Work order
Set down all of the data exactly as it appears.

Task input
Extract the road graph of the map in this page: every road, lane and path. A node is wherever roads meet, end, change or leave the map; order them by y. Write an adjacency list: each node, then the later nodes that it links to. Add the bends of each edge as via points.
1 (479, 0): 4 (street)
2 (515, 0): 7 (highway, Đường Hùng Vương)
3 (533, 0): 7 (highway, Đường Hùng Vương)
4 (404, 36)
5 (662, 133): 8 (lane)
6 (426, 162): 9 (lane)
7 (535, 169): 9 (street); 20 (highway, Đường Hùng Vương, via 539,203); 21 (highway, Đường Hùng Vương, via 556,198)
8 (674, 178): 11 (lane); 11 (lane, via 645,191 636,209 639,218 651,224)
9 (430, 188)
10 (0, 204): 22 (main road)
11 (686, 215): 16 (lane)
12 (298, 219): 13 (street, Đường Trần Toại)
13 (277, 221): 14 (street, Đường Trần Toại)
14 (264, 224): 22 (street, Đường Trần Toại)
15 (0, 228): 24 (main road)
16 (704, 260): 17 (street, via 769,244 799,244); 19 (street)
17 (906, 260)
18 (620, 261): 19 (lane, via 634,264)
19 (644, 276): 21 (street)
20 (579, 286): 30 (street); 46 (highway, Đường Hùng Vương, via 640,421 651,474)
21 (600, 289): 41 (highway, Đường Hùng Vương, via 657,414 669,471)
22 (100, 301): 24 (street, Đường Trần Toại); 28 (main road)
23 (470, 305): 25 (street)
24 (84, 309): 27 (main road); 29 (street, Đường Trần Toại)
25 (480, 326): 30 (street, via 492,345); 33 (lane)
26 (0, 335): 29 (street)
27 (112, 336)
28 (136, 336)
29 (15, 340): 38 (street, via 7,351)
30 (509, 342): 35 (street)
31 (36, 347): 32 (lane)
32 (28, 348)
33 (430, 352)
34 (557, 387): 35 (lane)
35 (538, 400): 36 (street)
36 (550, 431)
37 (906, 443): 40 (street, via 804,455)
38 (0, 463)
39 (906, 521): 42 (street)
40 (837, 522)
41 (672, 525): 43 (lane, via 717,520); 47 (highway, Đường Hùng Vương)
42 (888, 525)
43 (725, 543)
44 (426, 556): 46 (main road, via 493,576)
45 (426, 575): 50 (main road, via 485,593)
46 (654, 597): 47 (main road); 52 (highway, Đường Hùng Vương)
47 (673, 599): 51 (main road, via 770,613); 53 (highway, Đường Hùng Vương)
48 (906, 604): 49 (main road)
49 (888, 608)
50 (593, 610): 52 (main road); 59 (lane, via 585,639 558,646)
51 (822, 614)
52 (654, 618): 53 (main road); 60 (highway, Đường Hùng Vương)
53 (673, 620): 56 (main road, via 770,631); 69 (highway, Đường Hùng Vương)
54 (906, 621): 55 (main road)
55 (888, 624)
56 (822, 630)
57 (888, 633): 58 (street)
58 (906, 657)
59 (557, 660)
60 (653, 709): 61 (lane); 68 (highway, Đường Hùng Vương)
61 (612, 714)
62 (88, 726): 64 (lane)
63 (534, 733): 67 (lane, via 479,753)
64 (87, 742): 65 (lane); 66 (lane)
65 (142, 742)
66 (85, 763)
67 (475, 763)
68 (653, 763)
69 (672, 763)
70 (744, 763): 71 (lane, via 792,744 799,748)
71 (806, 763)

Output of the exercise
Extract the road graph of the map in this page: every road, lane and path. A node is wherever roads meet, end, change or leave the map; order them by y. Write an adjacency list: each node, then the later nodes that it links to. Add the bends of each edge as via points.
1 (479, 0): 4 (street)
2 (515, 0): 7 (highway, Đường Hùng Vương)
3 (533, 0): 7 (highway, Đường Hùng Vương)
4 (404, 36)
5 (662, 133): 8 (lane)
6 (426, 162): 9 (lane)
7 (535, 169): 9 (street); 20 (highway, Đường Hùng Vương, via 539,203); 21 (highway, Đường Hùng Vương, via 556,198)
8 (674, 178): 11 (lane); 11 (lane, via 645,191 636,209 639,218 651,224)
9 (430, 188)
10 (0, 204): 22 (main road)
11 (686, 215): 16 (lane)
12 (298, 219): 13 (street, Đường Trần Toại)
13 (277, 221): 14 (street, Đường Trần Toại)
14 (264, 224): 22 (street, Đường Trần Toại)
15 (0, 228): 24 (main road)
16 (704, 260): 17 (street, via 769,244 799,244); 19 (street)
17 (906, 260)
18 (620, 261): 19 (lane, via 634,264)
19 (644, 276): 21 (street)
20 (579, 286): 30 (street); 46 (highway, Đường Hùng Vương, via 640,421 651,474)
21 (600, 289): 41 (highway, Đường Hùng Vương, via 657,414 669,471)
22 (100, 301): 24 (street, Đường Trần Toại); 28 (main road)
23 (470, 305): 25 (street)
24 (84, 309): 27 (main road); 29 (street, Đường Trần Toại)
25 (480, 326): 30 (street, via 492,345); 33 (lane)
26 (0, 335): 29 (street)
27 (112, 336)
28 (136, 336)
29 (15, 340): 38 (street, via 7,351)
30 (509, 342): 35 (street)
31 (36, 347): 32 (lane)
32 (28, 348)
33 (430, 352)
34 (557, 387): 35 (lane)
35 (538, 400): 36 (street)
36 (550, 431)
37 (906, 443): 40 (street, via 804,455)
38 (0, 463)
39 (906, 521): 42 (street)
40 (837, 522)
41 (672, 525): 43 (lane, via 717,520); 47 (highway, Đường Hùng Vương)
42 (888, 525)
43 (725, 543)
44 (426, 556): 46 (main road, via 493,576)
45 (426, 575): 50 (main road, via 485,593)
46 (654, 597): 47 (main road); 52 (highway, Đường Hùng Vương)
47 (673, 599): 51 (main road, via 770,613); 53 (highway, Đường Hùng Vương)
48 (906, 604): 49 (main road)
49 (888, 608)
50 (593, 610): 52 (main road); 59 (lane, via 585,639 558,646)
51 (822, 614)
52 (654, 618): 53 (main road); 60 (highway, Đường Hùng Vương)
53 (673, 620): 56 (main road, via 770,631); 69 (highway, Đường Hùng Vương)
54 (906, 621): 55 (main road)
55 (888, 624)
56 (822, 630)
57 (888, 633): 58 (street)
58 (906, 657)
59 (557, 660)
60 (653, 709): 61 (lane); 68 (highway, Đường Hùng Vương)
61 (612, 714)
62 (88, 726): 64 (lane)
63 (534, 733): 67 (lane, via 479,753)
64 (87, 742): 65 (lane); 66 (lane)
65 (142, 742)
66 (85, 763)
67 (475, 763)
68 (653, 763)
69 (672, 763)
70 (744, 763): 71 (lane, via 792,744 799,748)
71 (806, 763)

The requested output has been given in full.